I replied that the surgeon would probably not operate without the angiogram, a hunch confirmed the next day.

“But what if I sign a paper accepting the risk?”

The vague outlines of a memory started to form in my mind. “I doubt that’s going to change anyone’s mind,” I said. I told him that if he felt strongly enough, I could arrange for him to be transferred to another hospital.

He did not want to do that. “Oh well, it is what it is,” he said, shrugging, looking resigned. “They’re going to get what they want. It’s a losing battle.”

Though I agreed that an angiogram was needed before surgery, I felt uncomfortable about forcing Eric to do it, given the risks. He had made it clear that he wanted to proceed with surgery without delay or additional testing. He was willing to accept the risks of this approach. But his doctors refused to honor this request.

A patient’s right to self-determination is the prevailing ethic in medicine today, but in reality doctors routinely place limits on it. When a patient’s demand conflicts with a doctor’s moral convictions, ethicists have argued that doctors can deny treatment. For example, gynecologists can refuse to perform abortions because of moral or religious beliefs. Physicians in intensive care units routinely limit treatments they deem futile, especially for terminal illnesses.

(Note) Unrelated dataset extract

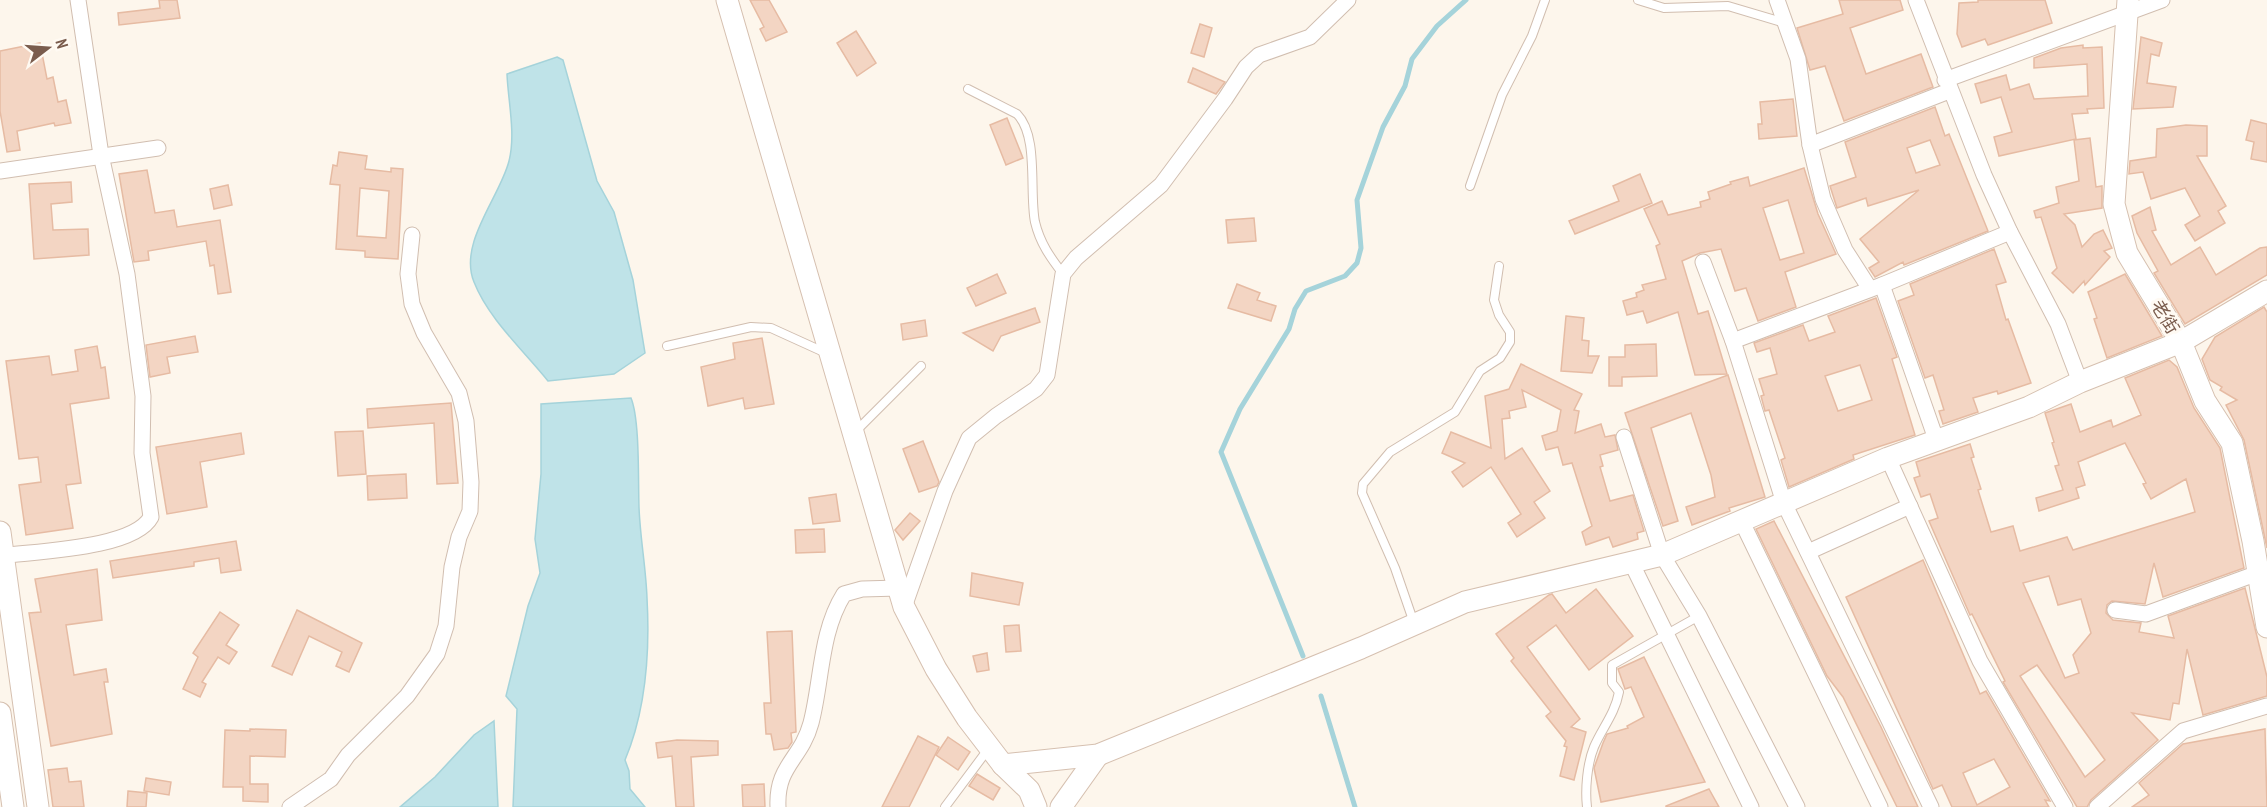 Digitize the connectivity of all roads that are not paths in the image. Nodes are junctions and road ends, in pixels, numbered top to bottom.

But conscientious objection is a relatively rare impetus for denying treatment. A more common situation is when a patient’s request conflicts with what a doctor believes to be good medical practice. In such cases, the objection is over professional, not moral, integrity, though obviously moral questions are raised. In a doctor-patient dispute, who has the right to make the final call? Should doctors just do a patient’s bidding?

I have struggled with these questions from both sides of the doctor-patient relationship. When my wife was pregnant, she needed minor surgery. A surgeon offered us two options. The first posed no risk to our baby but for other reasons was unappealing. The more attractive alternative was slightly riskier, though our obstetrician told us that it was still safe, as long as sufficient oxygen was provided during the procedure. But an anesthesiologist, in pre-operative consultation, said he could not guarantee that would happen.

On the day of the surgery, a few minutes before my wife was to be taken into the operating room, a physician’s assistant demanded that she sign a consent form for the surgery she did not want. When she refused, the anesthesiologist, an imposing man with a bushy salt-and-pepper mustache and bulging eyes, threatened to cancel the operation.

“We would be getting away with something rather than doing the right thing,” he said of the surgical option we had chosen.

I tried to negotiate with him, but he would not budge. “Look, we’ll sign anything you want accepting the risk,” I told him.

He just laughed. “That is not the issue,” he replied. “We want her to be safe.”

“I am not the kind of doctor who says it has to be my way,” he had told us, but in fact, he was.

When I consulted an anesthesiologist at another hospital, she told me that she had polled her colleagues. About half said the procedure we wanted was safe. The remainder agreed with my wife’s anesthesiologist.

How should such disputes be resolved? In 1991, a Minnesota court ruled that the family of Helga Wanglie, an 86-year-old woman in a coma, had the right to demand intensive medical treatment for her, even though her physicians wanted to stop life support because they thought that it was futile. In that judgment, patient (or surrogate) autonomy trumped professional integrity.

Because patients are so dependent and vulnerable, I believe doctors should deny treatment requests only very judiciously — and rarely. A surgeon might understandably refuse to operate on someone whose religious beliefs proscribe blood transfusions, on the ground that she would not want to be forced into medical malpractice.

But in cases with reasonable differences of opinion, where the competing risks are at least debatable, it seems unfair and unwise to deny treatment. Was the reluctant anesthesiologist being virtuous or dogmatic? I’m still not sure. Professional integrity can indeed be a double-edge sword.

In the end, my wife went to another hospital. And Eric stayed and underwent a cerebral angiogram before valve surgery. Fortunately, both operations went well.